Wednesday, February 25, 2009

Tom’s Patterns Cheat Sheet, Part 4 – Façade and Bridge Patterns

For this post I'm reverting to the original patterns Bible as my primary source, the GoF Design Patterns tome.

Façade

The Façade Pattern

Provides a simple interface to a complex subsystem. Helps decouple clients from the individual elements of a subsystem. Useful for enforcing layering of subsystems. Web service interfaces to legacy systems are good examples of the façade pattern:

Web Services Example of The Façade Pattern

Bridge Pattern

The Bridge Pattern

"Decouples an abstraction from an implementation." In other words, allows you to create a separate class hierarchy for the object model that the client cares about (the "abstraction") and for the object model that internally implements its functionality.

A trivial example might be a Customers class that internally uses an ADO recordset for data access:

Trivial application of the Bridge Pattern

This is a trivial case because the implementer can't be subclassed, but it could still be useful for cases where you want to be able to inject ADO recordsets with different data sources into your Customers object, without having to change the Customers class itself.

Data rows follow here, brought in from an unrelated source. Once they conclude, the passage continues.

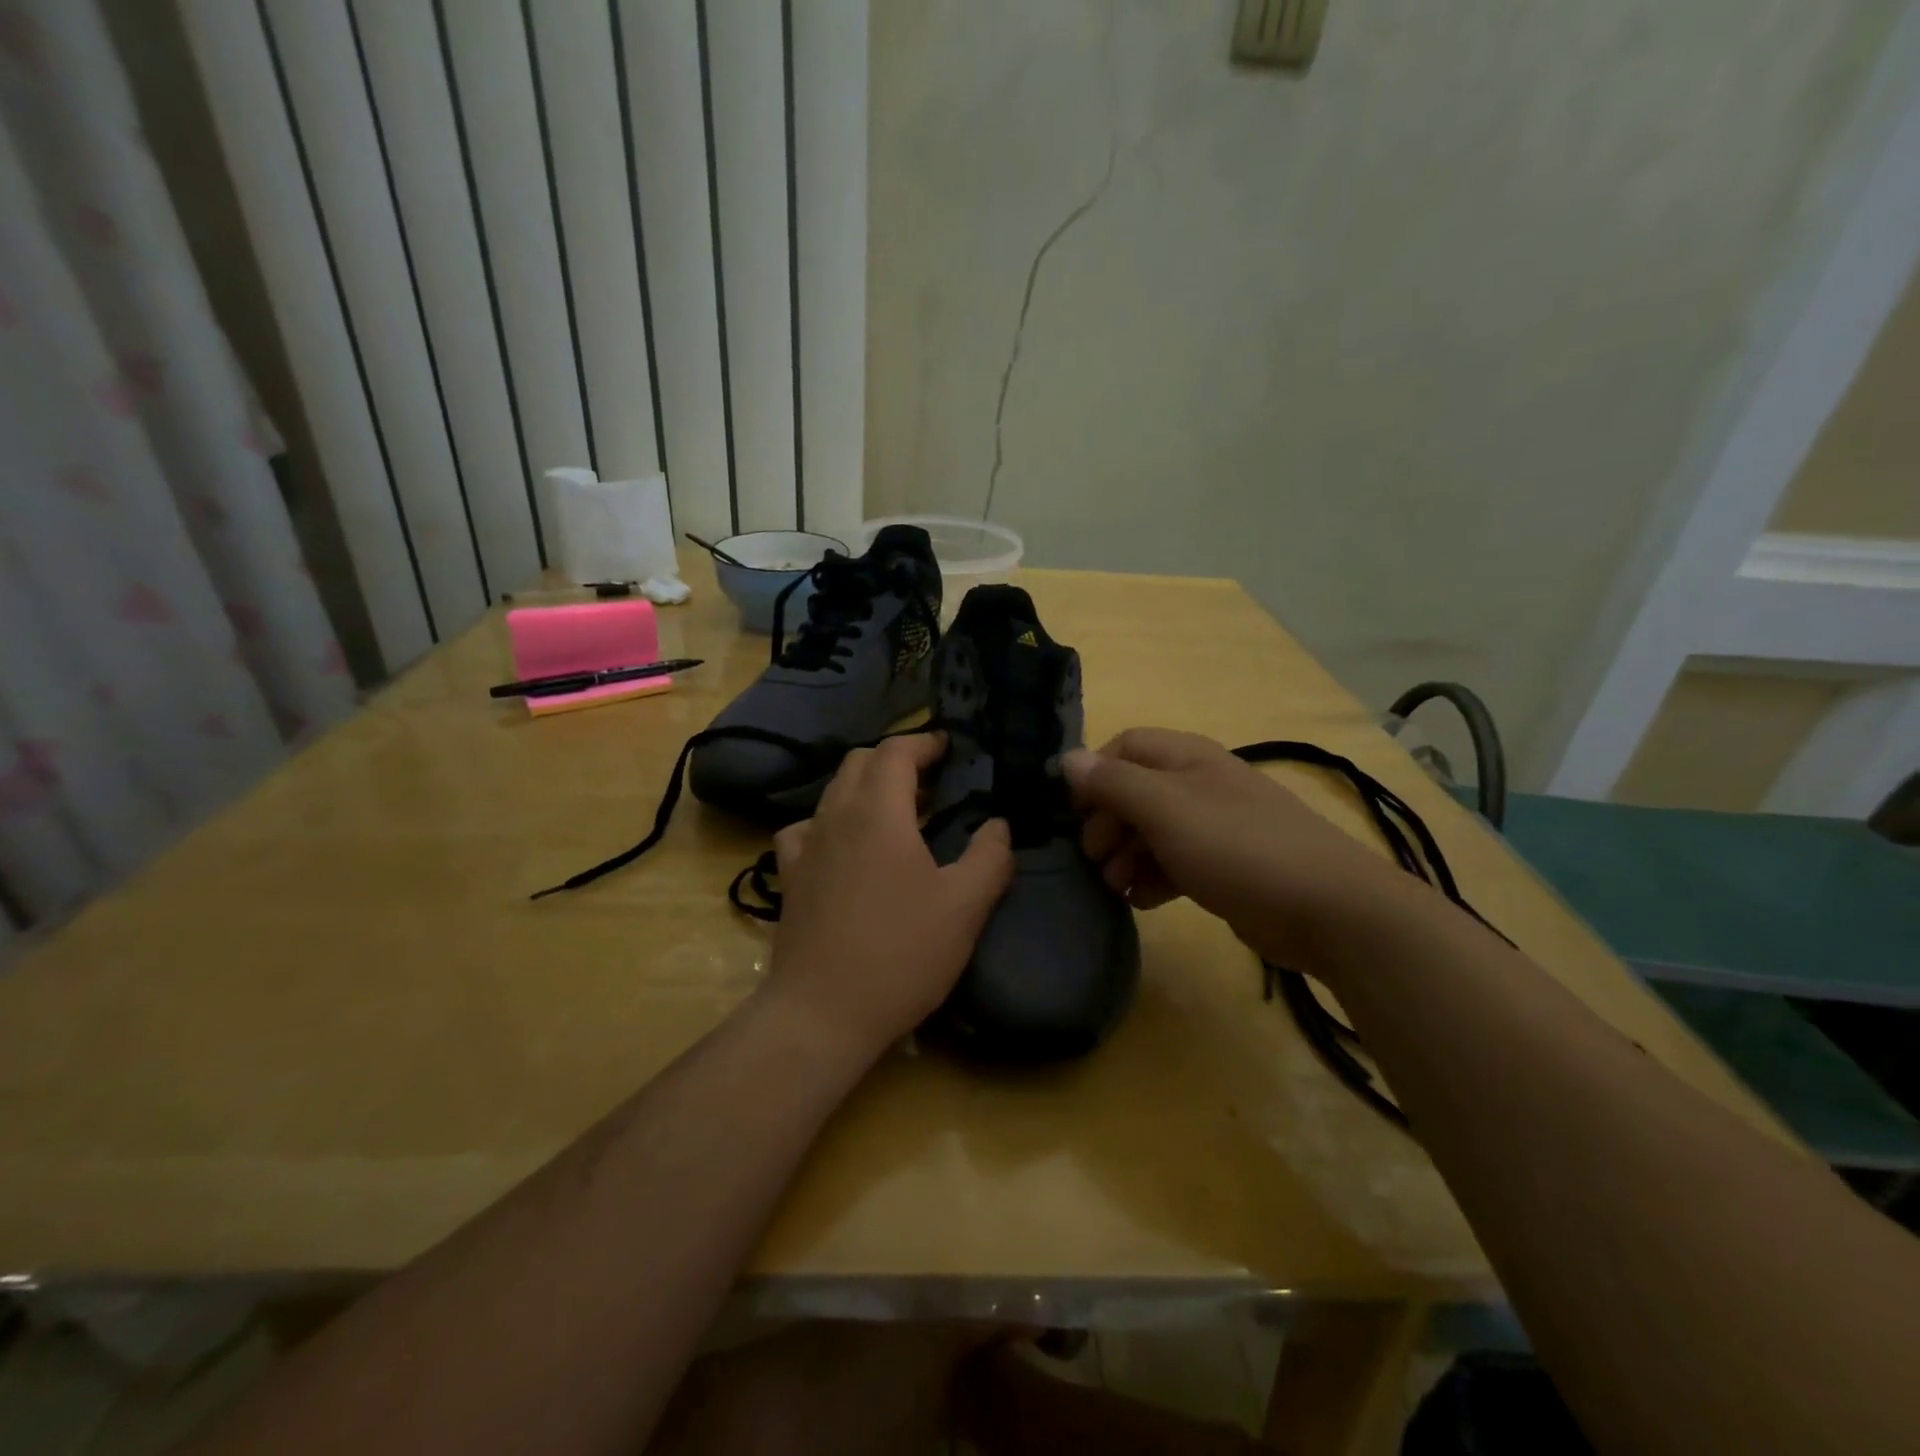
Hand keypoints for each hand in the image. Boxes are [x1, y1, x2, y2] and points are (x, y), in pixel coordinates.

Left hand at [764, 734, 1013, 1059]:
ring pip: (833, 792)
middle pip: (860, 762)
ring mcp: (805, 846)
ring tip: (897, 814)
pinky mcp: (789, 877)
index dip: (924, 742)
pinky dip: (830, 823)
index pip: (895, 751)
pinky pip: (806, 829)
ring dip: (866, 788)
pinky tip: (845, 848)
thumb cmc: (900, 954)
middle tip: (932, 782)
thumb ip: (990, 857)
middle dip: (897, 760)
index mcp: (878, 812)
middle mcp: (835, 817)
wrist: (822, 1013)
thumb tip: (998, 825)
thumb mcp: (964, 907)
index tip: (950, 749)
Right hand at [1061, 727, 1412, 973]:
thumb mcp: (1166, 809)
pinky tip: (1143, 900)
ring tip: (1115, 885)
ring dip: (1126, 855)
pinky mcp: (1225, 867)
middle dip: (1107, 822)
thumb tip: (1067, 759)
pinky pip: (1175, 863)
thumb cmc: (1237, 847)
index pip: (1125, 746)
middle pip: (1135, 791)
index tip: (1073, 812)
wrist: (1326, 909)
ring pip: (1152, 831)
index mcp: (1187, 758)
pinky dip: (1153, 878)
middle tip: (1093, 857)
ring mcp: (1214, 827)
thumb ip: (1113, 783)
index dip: (1094, 774)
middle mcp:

We can make this example slightly more sophisticated by replacing the recordset with a generic data access class that could be specialized to use ADO, XML, flat files or whatever:

Application of the Bridge Pattern

A good code sample of this type of application of the bridge pattern can be found here.

This is useful when

  • You would like to reuse the implementer outside the context of the abstraction. A recordset implementer is a good example of this.
  • You need the ability to swap out implementations at runtime. A recordset that can be configured to use multiple data sources is an example. Machine- or OS-specific implementations are another example, e.g. an XP v. Vista implementations.
  • You want to simplify the class hierarchies and/or provide greater extensibility flexibility by splitting up the system into separate class hierarchies for the abstraction and its implementation.